** Records for processing **
--- START ---

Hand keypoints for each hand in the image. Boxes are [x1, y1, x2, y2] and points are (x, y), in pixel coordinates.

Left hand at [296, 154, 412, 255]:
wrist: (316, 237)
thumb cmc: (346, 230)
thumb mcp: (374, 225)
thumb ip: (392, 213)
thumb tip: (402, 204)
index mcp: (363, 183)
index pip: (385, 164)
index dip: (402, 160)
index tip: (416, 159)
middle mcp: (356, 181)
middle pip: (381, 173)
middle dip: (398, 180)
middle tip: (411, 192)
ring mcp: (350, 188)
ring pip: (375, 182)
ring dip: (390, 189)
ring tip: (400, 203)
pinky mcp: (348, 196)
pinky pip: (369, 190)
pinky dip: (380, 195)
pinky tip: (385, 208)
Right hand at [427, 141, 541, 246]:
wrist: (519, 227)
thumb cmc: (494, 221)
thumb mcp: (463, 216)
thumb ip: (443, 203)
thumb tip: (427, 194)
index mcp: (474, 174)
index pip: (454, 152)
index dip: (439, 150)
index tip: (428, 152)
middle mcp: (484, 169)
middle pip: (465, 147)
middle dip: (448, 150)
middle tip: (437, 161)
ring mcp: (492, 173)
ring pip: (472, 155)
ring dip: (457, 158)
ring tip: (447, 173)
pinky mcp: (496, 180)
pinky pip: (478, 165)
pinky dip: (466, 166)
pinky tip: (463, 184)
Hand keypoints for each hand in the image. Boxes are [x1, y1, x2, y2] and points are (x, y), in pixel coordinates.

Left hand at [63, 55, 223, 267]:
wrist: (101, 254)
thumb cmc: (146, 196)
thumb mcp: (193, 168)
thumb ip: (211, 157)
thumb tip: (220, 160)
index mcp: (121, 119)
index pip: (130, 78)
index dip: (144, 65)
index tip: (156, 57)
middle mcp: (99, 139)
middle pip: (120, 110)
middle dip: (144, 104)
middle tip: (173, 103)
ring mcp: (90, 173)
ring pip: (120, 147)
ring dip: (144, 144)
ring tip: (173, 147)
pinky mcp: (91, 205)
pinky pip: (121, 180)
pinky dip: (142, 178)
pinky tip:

--- END ---

** Work instruction **
Give the count of lines containing the word "middle" in the listing, and no other text.

** Exercise answer **
12